Alan Brinks and Erin Markey in "Green Eyes"

It’s as sexy and dangerous feeling as it gets. A tantalizing bit of voyeurism mixed with first-rate drama.

In their Boston-premier staging of this long-lost 1971 work by Tennessee Williams, Company One takes you to an intimate hotel room several floors up in the historic Ames Building between Downtown Crossing and the Business District.

Seated in one of 25 chairs, you are cordially introduced to your hostess, a femme fatale on her honeymoon (Erin Markey) who soon reveals the naked, bruised body, over which the evening’s argument will be fought.

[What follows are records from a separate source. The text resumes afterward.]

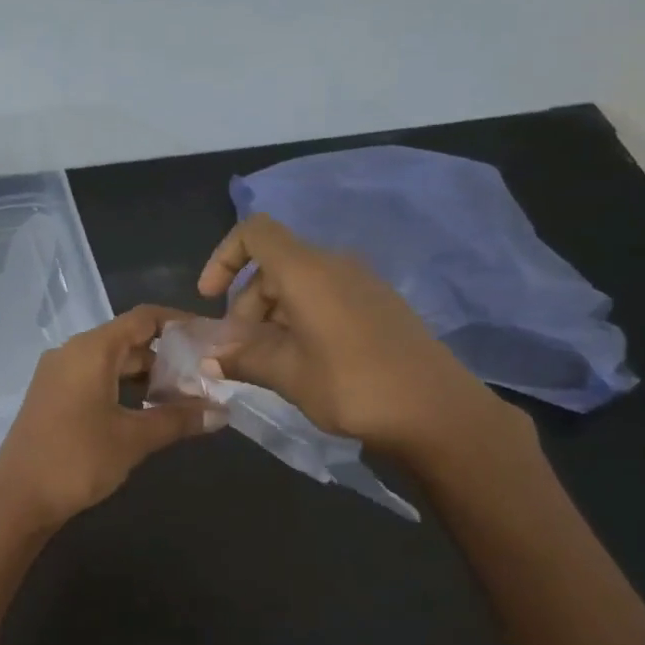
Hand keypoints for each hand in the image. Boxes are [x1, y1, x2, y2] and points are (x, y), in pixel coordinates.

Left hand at [0, 305, 222, 533]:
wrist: (17, 499)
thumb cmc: (77, 459)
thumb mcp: (133, 439)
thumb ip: (178, 420)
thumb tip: (221, 412)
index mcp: (91, 349)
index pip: (144, 318)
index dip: (180, 323)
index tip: (211, 339)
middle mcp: (72, 353)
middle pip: (129, 341)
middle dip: (168, 358)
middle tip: (206, 378)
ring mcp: (59, 376)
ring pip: (113, 364)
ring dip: (148, 378)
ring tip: (185, 399)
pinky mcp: (54, 398)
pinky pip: (96, 381)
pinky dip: (125, 390)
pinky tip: (149, 412)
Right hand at [197, 214, 528, 467]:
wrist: (435, 411)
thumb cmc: (352, 386)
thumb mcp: (288, 374)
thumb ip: (243, 358)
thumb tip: (209, 359)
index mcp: (307, 271)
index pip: (255, 233)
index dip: (224, 257)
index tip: (210, 299)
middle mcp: (334, 265)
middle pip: (274, 266)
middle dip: (245, 304)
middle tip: (238, 352)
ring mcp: (361, 284)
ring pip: (299, 285)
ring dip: (271, 318)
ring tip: (266, 364)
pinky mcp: (378, 305)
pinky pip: (325, 299)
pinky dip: (299, 321)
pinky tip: (301, 362)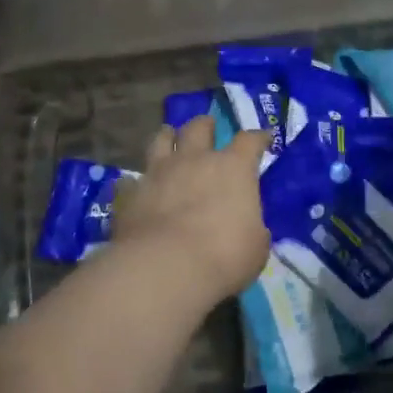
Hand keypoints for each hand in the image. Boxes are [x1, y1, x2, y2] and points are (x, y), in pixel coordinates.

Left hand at [112, 116, 272, 306]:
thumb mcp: (255, 246)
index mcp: (233, 168)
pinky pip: (130, 180)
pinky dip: (135, 182)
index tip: (262, 139)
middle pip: (199, 127)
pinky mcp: (130, 193)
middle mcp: (194, 160)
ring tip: (169, 138)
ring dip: (167, 137)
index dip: (258, 138)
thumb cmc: (223, 256)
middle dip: (205, 125)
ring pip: (160, 140)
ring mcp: (158, 172)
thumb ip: (252, 228)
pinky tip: (135, 188)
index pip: (249, 141)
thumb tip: (247, 226)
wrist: (165, 267)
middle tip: (208, 127)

Why the bruises? That’s what her husband (Alan Brinks), a sullen soldier on leave from “Waakow,” wants to know. Between whiskey swigs, cigarette drags and clenched teeth, he accuses her of slinking off with another man on their wedding night while he was near blotto in a Bourbon Street bar. She parries that the bruises are his doing, and the fantasy, akin to the others he’s been slipping in and out of due to P.T.S.D. Each argument feels persuasive as they roll and tumble for dominance with seduction and violence the alternating currents of their long morning after.

The mortal combat of the sexes is timeless (and dramatized by none better than this master) but “Green Eyes” also zeroes in on  gender roles against which we’re still reacting by showing the torture a soldier goes through when told he must enact violence against his instincts and without provocation in a foreign land and yet remain restrained and stoic in the face of ultimate provocation in the domestic sphere. Meanwhile, his wife vies for what power she is allowed through mastery of the most powerful weapon at her disposal: her sexuality.

“Green Eyes” is electric and unforgettable—and Company One is really on a roll.

Directed by Travis Chamberlain, “Green Eyes” plays through February 26.